In the Dutch study, the decision to end life was not associated with level of education, quality of medical care, level of pain or despair, van den Berg says.

"The only difference was religion," he says. "Patients who said religion was more important in their lives were less likely to die prematurely."

The Netherlands is the only country in which physician-assisted death is legal. In the United States, an attempt to legalize it in Hawaii was defeated in the state legislature earlier this year, and a referendum to allow it was voted down in Maine last year.

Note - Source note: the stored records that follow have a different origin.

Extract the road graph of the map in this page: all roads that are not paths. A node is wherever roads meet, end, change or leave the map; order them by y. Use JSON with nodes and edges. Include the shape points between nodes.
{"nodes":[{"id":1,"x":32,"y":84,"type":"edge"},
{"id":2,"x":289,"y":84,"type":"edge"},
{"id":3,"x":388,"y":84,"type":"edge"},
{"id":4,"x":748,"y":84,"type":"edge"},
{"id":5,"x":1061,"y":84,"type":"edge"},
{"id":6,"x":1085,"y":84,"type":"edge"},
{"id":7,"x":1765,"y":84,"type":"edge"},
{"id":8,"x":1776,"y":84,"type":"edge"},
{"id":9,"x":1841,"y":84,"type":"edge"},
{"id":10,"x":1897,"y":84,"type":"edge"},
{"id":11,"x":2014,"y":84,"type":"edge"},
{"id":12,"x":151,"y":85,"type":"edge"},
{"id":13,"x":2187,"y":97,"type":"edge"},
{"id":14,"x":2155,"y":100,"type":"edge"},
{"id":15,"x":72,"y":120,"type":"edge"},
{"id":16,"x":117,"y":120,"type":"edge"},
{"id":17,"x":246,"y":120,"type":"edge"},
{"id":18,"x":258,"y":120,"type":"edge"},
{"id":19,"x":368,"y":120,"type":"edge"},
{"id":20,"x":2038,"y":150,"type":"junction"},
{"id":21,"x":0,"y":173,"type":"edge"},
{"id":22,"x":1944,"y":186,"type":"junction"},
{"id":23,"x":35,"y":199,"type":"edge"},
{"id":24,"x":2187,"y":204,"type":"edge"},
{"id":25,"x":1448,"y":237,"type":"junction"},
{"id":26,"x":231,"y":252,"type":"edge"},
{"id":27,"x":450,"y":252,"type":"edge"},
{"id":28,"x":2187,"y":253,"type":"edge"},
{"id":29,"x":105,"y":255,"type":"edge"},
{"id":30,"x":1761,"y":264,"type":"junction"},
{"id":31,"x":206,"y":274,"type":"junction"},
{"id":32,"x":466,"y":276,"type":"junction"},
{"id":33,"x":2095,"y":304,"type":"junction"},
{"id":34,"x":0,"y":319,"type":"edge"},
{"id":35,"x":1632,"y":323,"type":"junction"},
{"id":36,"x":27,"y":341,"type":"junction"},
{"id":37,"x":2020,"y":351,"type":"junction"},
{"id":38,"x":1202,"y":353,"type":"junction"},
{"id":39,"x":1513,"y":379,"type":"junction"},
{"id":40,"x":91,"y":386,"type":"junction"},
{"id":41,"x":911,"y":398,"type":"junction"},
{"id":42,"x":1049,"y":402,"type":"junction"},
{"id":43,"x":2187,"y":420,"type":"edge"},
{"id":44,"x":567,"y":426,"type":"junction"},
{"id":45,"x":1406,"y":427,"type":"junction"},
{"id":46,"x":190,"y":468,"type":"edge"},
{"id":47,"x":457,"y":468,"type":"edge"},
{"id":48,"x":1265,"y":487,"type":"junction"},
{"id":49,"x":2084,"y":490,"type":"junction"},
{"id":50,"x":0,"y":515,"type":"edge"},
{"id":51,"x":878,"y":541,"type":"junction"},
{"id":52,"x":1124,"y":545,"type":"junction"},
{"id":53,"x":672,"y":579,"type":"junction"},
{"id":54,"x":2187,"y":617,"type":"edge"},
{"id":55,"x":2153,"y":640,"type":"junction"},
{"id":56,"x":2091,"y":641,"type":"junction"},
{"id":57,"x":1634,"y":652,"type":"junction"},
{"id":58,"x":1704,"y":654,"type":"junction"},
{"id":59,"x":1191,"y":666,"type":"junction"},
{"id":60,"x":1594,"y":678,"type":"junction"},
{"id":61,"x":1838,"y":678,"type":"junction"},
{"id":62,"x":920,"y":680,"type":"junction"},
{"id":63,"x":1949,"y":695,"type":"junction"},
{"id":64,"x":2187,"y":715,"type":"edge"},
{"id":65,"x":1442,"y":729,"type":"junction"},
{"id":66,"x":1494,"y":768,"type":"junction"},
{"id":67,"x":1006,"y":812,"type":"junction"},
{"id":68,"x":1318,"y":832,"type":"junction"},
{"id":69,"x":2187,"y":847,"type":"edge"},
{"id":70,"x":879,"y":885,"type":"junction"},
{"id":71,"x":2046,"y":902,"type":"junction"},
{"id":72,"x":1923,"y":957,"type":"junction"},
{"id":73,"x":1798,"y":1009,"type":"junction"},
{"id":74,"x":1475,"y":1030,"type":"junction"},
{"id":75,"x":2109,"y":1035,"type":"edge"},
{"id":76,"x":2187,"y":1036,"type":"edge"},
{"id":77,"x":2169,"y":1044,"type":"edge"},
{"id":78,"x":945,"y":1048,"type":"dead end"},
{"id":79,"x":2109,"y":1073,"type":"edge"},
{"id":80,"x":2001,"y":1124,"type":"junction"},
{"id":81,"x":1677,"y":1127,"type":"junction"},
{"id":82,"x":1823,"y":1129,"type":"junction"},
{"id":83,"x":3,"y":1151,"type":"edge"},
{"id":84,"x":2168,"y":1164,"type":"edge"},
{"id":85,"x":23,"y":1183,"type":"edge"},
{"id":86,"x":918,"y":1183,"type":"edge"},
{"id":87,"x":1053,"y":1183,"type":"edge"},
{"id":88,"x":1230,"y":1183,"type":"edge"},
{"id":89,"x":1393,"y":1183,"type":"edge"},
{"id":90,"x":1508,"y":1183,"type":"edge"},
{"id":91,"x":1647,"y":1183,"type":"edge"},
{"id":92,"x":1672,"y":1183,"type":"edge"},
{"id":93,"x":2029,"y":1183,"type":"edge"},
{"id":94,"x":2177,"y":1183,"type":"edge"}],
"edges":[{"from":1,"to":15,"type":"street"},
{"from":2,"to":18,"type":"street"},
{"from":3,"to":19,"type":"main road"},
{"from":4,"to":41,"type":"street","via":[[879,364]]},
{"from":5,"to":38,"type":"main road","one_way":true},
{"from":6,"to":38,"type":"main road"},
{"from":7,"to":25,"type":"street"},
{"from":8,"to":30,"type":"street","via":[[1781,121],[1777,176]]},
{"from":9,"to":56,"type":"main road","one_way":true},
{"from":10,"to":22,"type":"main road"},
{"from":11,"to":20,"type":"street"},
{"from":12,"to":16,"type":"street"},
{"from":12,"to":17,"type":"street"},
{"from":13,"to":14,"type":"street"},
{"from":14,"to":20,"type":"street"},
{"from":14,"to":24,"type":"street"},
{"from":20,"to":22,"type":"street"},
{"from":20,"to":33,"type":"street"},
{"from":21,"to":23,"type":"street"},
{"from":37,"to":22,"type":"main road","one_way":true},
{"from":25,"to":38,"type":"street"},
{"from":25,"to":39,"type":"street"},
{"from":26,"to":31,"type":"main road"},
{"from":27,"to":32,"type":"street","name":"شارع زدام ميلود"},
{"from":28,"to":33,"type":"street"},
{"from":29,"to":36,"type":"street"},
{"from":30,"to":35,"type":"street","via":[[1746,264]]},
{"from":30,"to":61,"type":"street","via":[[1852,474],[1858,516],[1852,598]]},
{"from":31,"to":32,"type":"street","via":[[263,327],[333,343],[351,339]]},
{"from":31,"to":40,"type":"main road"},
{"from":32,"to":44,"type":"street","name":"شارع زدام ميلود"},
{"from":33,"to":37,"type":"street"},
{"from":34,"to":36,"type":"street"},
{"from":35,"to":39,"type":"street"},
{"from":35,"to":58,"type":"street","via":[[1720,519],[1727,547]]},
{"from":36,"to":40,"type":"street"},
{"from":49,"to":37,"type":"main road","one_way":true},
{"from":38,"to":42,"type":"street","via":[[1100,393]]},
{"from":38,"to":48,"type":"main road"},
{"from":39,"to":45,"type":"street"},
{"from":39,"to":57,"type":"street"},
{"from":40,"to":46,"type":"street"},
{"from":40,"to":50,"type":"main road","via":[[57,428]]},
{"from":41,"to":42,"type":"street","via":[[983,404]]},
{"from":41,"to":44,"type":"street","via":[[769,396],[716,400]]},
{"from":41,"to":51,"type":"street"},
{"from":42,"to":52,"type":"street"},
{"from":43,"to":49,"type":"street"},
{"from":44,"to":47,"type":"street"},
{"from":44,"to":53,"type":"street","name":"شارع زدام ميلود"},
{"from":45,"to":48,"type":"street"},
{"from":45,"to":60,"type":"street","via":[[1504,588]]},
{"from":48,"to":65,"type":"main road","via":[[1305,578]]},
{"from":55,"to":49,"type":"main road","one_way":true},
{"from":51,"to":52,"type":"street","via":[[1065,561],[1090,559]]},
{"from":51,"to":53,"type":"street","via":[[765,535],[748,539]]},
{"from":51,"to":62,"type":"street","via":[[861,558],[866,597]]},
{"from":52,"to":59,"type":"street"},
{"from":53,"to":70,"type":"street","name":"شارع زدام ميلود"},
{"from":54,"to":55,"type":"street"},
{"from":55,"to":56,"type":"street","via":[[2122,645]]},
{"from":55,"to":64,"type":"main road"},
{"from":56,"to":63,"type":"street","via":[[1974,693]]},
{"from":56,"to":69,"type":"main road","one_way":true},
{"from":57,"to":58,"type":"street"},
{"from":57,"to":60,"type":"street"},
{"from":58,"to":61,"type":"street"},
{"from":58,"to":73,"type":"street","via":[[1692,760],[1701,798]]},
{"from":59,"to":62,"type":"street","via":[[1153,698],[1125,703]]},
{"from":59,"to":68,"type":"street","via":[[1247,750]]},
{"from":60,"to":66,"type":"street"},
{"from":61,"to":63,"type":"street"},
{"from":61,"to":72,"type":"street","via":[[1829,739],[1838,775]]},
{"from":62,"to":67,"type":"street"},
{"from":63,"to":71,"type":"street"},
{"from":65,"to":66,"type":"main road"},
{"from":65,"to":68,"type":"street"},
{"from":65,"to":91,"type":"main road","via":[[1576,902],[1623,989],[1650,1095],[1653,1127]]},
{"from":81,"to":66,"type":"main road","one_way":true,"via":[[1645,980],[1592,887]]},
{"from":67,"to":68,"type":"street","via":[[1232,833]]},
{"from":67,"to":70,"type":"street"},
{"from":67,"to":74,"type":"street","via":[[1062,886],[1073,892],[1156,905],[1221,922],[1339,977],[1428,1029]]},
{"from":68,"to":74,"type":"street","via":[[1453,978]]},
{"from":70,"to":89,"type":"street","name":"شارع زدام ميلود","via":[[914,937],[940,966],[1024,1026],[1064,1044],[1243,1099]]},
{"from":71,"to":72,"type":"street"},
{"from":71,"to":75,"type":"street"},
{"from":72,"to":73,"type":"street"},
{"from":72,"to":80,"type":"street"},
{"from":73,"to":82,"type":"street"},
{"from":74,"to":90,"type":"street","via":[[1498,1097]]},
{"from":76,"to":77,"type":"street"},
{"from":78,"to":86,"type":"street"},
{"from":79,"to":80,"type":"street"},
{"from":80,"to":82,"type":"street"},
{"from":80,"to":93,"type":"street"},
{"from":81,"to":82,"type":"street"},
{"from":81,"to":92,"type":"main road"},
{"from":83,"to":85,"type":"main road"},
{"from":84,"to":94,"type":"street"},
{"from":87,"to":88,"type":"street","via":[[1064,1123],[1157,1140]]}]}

"Physician-assisted death may be an acceptable alternative option of last resort for a very small number of terminally ill patients," says the journal editorial. "At this point, we do not know what rates of physician-assisted deaths are appropriate. High rates would suggest that the procedure is not just being used as a humane approach to eliminating intractable suffering at the request of the patient."

The best-known American advocate of physician-assisted death, Dr. Jack Kevorkian, is serving a 10-to-25-year sentence in a Michigan prison for the death of an ALS patient. Kevorkian's lawyer, Mayer Morganroth, is appealing the sentence in both state and federal courts. His contention: The trial was unfair because, among other things, the judge wouldn't allow eyewitnesses to testify.

"A physician has the right to administer medicine which will alleviate pain and suffering, even if it causes death," Morganroth says.